* _Exercise requirements_:
Check each line of the listing, and copy it if it contains the word "road".

* _Information shown_:
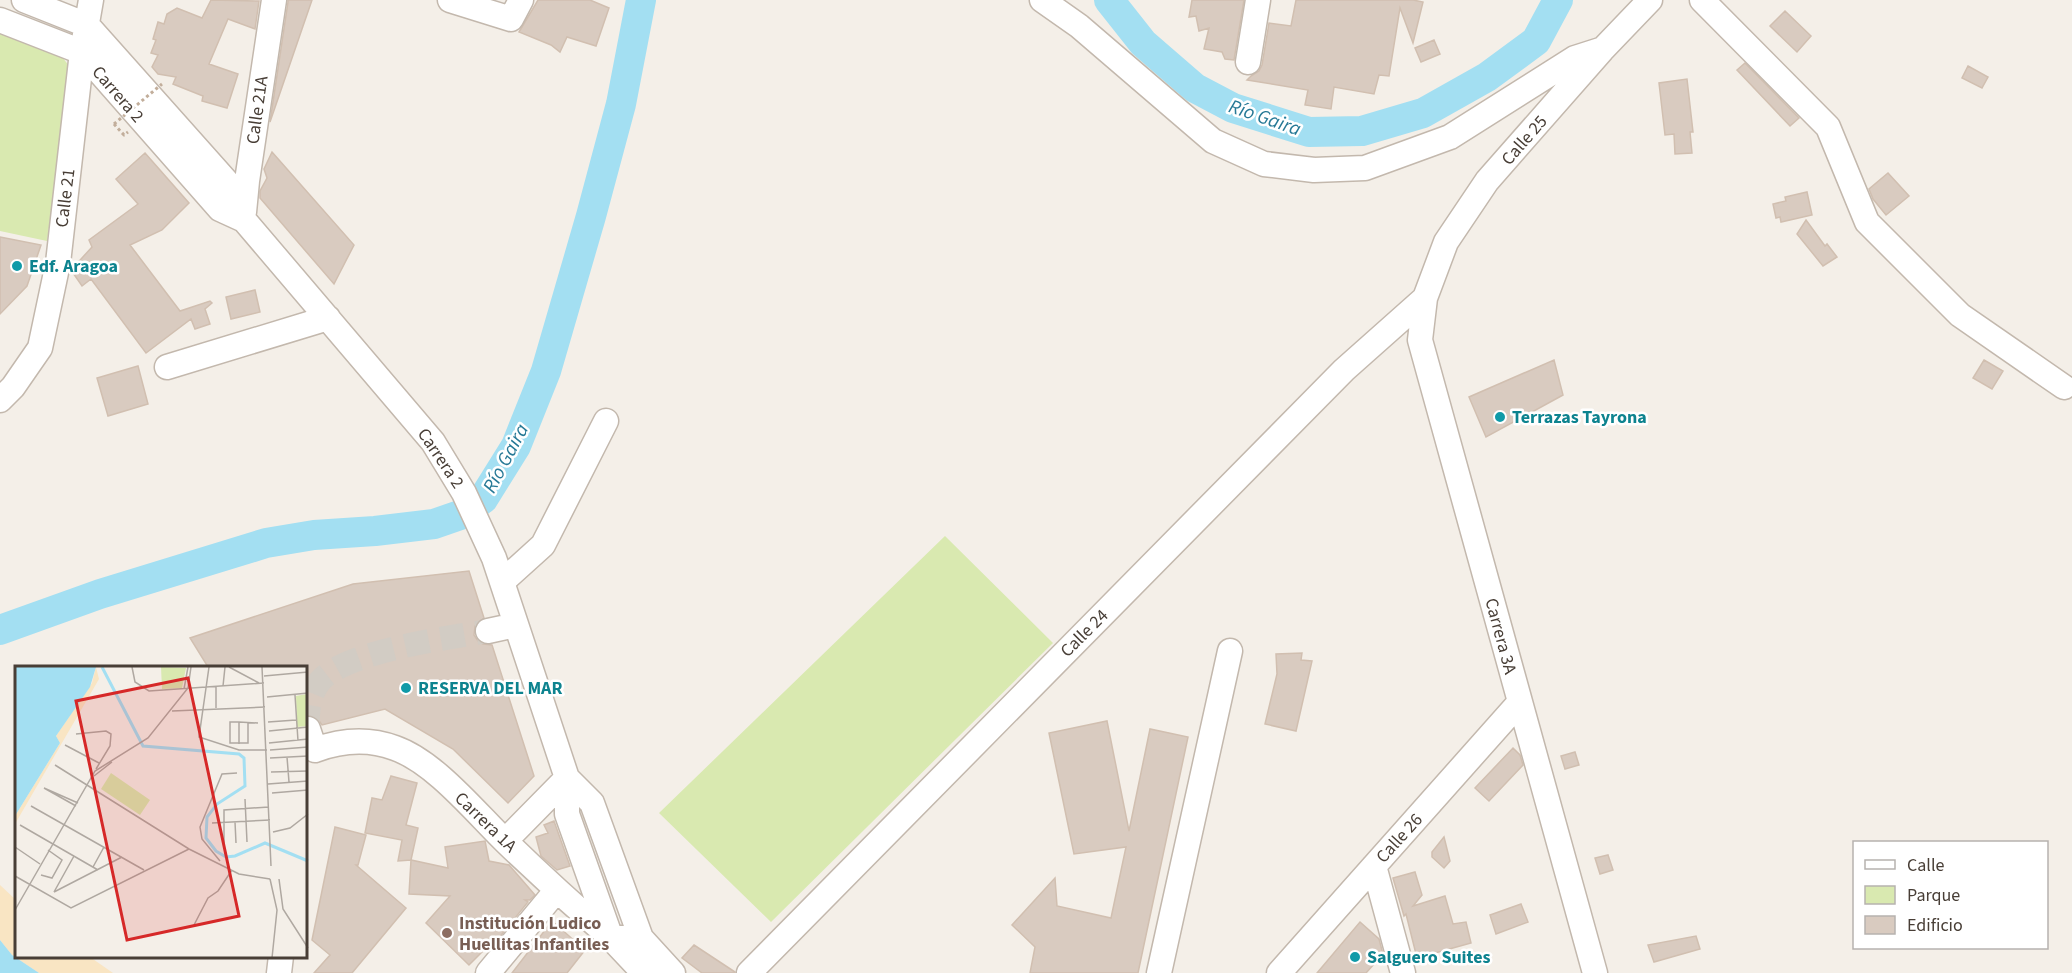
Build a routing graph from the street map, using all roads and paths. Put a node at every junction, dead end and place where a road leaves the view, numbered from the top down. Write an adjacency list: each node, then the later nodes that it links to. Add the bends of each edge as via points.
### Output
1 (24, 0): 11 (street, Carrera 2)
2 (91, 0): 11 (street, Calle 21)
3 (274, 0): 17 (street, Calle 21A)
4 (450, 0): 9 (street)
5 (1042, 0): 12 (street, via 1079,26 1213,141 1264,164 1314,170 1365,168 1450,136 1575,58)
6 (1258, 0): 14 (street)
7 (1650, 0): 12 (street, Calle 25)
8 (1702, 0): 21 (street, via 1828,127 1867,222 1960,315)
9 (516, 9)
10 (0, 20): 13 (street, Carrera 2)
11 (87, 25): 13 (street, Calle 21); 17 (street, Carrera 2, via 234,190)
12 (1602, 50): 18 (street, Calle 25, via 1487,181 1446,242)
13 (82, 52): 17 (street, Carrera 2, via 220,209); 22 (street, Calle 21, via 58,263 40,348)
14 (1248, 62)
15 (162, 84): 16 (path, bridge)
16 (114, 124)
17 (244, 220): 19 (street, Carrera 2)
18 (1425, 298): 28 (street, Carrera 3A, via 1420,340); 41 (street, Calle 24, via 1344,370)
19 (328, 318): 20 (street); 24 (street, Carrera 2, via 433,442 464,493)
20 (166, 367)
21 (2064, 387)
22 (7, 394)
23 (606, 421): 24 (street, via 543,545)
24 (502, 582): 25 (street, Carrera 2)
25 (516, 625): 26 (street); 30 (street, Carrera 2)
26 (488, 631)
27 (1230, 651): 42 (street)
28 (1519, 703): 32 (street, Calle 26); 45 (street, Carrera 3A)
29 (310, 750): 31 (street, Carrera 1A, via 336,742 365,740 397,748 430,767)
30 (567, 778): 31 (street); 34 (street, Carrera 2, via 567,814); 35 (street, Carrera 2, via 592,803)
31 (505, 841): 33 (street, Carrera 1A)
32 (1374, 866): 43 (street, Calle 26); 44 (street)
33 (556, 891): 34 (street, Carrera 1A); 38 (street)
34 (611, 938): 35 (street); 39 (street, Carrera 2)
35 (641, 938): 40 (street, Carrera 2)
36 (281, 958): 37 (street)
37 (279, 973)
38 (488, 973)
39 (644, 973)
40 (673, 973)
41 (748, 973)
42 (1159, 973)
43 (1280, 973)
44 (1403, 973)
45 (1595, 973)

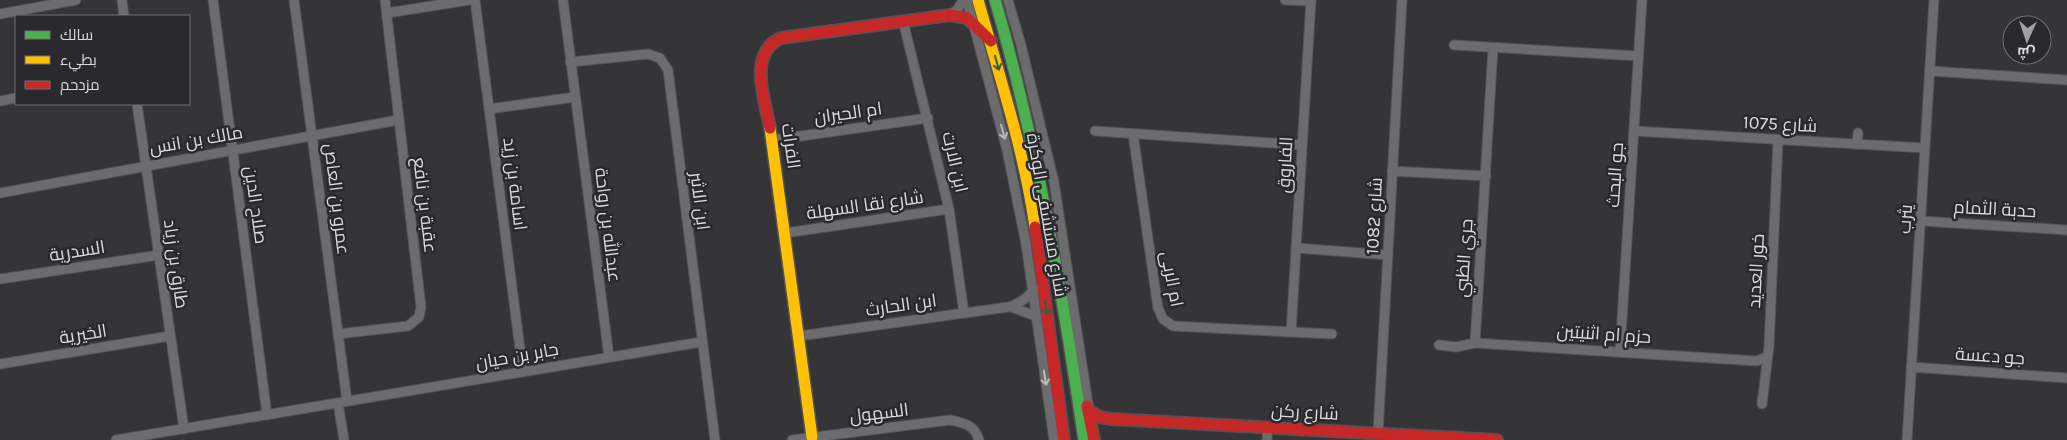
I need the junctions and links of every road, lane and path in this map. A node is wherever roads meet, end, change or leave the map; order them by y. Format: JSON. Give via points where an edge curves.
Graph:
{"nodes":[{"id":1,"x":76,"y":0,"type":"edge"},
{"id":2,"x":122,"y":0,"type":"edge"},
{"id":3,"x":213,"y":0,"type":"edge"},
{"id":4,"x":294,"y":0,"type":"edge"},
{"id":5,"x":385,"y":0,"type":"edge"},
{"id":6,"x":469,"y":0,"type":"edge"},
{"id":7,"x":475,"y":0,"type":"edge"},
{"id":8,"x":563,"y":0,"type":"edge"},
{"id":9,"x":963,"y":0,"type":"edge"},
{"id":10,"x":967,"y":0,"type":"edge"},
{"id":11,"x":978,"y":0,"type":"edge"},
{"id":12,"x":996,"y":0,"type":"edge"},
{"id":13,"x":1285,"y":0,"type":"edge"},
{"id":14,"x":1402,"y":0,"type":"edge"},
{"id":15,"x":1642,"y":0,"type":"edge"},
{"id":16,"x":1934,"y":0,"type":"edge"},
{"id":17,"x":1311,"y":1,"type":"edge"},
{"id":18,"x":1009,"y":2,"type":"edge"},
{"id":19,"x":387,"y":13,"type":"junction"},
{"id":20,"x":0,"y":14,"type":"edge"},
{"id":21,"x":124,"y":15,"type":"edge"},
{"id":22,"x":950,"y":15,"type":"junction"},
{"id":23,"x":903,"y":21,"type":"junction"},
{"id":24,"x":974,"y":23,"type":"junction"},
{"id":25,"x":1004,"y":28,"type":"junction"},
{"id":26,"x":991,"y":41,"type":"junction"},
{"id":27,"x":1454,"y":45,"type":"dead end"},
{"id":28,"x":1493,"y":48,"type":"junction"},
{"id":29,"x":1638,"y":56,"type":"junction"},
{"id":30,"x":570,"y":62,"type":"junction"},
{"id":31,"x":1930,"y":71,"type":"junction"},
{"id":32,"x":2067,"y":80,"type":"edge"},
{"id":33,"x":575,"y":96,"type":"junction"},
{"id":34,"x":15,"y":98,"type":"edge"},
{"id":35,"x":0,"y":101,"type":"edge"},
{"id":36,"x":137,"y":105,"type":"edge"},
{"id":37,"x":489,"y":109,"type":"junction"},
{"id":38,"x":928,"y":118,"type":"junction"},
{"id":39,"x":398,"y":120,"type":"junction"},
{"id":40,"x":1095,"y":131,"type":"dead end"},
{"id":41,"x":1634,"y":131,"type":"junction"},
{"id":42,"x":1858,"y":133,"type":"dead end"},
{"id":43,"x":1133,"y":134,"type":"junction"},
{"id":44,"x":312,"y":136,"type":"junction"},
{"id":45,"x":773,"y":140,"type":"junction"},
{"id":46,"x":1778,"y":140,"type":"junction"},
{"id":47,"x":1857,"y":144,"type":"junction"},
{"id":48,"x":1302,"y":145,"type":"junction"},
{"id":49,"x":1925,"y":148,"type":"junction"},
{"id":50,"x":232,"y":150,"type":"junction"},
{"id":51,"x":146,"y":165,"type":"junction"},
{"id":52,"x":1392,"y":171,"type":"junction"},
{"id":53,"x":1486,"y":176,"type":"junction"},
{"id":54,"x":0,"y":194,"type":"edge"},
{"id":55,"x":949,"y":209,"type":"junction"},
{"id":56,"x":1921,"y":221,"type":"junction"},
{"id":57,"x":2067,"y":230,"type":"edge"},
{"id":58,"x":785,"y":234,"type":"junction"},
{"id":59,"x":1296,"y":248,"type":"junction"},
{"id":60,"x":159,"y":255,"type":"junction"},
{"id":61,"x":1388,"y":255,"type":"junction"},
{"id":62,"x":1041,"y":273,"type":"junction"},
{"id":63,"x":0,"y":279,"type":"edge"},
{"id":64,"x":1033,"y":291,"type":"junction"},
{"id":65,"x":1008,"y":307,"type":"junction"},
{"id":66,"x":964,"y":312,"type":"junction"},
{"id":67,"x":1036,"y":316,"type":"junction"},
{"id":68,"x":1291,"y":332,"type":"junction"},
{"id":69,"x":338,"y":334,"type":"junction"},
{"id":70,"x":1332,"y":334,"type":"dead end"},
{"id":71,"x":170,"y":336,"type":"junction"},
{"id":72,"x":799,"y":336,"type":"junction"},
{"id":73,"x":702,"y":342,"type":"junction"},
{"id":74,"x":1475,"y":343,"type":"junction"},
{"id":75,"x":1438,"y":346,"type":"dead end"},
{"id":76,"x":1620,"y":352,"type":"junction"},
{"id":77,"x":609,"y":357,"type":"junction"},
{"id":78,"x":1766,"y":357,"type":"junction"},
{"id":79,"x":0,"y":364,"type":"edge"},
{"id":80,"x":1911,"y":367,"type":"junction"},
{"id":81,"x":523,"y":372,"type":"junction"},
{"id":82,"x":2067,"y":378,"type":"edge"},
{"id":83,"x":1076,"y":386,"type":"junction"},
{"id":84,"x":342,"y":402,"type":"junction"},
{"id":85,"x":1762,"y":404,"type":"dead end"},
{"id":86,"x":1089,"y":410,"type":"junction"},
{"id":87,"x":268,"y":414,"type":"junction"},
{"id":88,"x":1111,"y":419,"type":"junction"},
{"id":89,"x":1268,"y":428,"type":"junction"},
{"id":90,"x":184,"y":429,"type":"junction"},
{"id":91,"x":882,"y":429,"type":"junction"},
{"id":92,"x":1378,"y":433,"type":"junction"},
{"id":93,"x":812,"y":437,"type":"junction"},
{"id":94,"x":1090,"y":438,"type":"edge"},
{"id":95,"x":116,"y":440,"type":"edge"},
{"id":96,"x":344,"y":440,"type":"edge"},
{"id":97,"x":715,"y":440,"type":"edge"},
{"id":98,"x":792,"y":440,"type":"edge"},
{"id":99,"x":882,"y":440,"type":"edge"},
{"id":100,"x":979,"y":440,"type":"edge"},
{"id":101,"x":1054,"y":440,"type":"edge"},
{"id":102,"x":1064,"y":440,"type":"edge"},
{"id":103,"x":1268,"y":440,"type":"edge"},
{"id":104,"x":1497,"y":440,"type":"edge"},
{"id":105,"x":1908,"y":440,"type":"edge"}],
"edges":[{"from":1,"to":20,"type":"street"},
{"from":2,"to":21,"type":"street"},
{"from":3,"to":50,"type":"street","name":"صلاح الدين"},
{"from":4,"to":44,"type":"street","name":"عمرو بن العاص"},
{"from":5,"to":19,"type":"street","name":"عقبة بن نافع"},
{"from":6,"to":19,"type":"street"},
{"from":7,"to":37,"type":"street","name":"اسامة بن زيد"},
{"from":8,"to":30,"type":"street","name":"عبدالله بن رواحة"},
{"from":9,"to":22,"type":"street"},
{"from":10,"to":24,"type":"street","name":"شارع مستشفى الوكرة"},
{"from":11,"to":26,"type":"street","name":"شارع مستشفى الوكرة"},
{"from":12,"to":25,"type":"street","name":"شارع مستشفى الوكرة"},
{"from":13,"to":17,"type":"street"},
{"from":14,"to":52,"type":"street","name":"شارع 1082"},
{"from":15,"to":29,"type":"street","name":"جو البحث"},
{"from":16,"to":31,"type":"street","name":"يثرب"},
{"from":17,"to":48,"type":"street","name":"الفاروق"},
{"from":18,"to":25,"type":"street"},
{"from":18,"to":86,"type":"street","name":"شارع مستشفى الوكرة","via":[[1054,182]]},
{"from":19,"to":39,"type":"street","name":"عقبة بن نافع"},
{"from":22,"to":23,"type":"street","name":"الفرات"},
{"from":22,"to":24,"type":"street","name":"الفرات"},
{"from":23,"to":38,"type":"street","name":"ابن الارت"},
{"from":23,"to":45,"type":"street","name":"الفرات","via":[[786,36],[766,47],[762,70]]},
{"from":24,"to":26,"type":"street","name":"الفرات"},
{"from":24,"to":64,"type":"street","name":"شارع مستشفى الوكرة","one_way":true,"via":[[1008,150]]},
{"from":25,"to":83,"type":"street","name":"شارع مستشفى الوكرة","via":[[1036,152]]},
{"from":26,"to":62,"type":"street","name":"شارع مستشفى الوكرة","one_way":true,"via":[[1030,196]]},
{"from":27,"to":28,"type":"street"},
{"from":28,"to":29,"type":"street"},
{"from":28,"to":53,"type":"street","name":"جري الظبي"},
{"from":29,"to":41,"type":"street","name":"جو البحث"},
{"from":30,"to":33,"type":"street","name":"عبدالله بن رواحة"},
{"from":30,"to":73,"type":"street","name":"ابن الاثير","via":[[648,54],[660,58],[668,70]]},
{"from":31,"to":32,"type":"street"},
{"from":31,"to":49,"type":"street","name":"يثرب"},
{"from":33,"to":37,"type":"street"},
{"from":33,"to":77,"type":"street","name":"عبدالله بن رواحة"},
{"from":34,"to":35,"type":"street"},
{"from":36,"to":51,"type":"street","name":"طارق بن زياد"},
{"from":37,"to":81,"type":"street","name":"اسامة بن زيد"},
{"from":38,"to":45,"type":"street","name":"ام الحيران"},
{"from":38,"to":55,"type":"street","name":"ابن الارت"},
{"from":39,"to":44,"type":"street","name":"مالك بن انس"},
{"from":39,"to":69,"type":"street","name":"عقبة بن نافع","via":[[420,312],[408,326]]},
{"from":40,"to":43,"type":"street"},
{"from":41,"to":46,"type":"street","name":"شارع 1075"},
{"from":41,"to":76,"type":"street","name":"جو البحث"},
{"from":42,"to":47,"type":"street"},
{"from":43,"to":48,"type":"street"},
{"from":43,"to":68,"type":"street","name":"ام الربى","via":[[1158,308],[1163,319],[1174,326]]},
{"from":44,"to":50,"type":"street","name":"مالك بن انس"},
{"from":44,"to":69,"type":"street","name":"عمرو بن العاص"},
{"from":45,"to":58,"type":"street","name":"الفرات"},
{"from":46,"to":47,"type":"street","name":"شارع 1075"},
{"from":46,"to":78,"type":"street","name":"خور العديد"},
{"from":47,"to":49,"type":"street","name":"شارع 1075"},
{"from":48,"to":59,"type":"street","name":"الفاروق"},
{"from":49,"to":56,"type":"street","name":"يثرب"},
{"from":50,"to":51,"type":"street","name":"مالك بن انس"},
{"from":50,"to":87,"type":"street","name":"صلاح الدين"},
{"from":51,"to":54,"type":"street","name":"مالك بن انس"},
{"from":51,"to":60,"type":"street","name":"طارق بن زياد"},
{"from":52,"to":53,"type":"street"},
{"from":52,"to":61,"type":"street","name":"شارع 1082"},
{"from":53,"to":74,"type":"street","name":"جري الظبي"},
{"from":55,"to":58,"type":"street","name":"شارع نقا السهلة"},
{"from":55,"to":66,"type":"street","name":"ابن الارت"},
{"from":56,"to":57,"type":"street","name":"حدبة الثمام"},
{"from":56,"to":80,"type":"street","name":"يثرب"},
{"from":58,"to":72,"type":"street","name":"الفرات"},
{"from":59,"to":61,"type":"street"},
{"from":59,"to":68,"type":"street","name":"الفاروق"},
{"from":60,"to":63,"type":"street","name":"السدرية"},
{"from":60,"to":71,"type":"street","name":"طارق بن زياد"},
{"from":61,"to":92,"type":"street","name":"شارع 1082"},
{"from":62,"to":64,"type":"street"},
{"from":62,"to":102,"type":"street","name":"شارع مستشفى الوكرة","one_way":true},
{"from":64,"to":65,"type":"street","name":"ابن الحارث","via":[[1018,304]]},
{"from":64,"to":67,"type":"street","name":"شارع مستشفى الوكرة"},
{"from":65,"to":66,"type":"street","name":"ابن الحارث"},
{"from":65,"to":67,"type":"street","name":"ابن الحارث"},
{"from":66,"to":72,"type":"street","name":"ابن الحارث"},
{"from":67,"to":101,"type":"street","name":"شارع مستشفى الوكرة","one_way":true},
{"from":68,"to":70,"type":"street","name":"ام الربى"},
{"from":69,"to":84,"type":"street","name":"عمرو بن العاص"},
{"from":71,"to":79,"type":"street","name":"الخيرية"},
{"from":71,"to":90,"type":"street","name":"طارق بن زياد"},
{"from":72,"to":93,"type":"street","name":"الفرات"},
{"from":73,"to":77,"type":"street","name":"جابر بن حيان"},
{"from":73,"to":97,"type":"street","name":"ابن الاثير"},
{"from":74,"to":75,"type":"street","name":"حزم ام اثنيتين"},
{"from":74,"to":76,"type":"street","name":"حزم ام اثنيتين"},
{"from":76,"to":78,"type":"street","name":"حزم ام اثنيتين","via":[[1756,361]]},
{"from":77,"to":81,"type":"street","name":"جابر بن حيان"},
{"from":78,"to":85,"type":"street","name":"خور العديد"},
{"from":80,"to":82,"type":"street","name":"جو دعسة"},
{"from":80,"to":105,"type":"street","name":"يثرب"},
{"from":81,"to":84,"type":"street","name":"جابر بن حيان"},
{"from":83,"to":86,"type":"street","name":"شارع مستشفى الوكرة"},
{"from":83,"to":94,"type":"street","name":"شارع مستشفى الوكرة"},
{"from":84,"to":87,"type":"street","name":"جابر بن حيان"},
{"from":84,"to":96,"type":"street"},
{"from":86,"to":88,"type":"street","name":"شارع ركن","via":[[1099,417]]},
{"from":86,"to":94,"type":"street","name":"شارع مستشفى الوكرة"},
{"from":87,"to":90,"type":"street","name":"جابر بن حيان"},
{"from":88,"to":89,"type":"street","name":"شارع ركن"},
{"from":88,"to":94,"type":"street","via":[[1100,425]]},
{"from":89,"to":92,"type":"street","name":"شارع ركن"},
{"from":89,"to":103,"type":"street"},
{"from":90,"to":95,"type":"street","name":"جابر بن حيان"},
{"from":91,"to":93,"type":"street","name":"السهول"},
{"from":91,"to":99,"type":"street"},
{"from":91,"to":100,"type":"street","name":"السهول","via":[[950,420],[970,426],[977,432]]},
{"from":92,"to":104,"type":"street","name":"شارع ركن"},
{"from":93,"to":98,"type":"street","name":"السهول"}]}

* _Task answer_:
Build a routing graph from the street map, using all roads and paths. Put a node at every junction, dead end and place where a road leaves the view, numbered from the top down. Write an adjacency list: each node, then the later nodes that it links to. Add the bends of each edge as via points.
I need the junctions and links of every road, lane and path in this map. A node is wherever roads meet, end, change or leave the map; order them by y. Format: JSON. Give via points where an edge curves.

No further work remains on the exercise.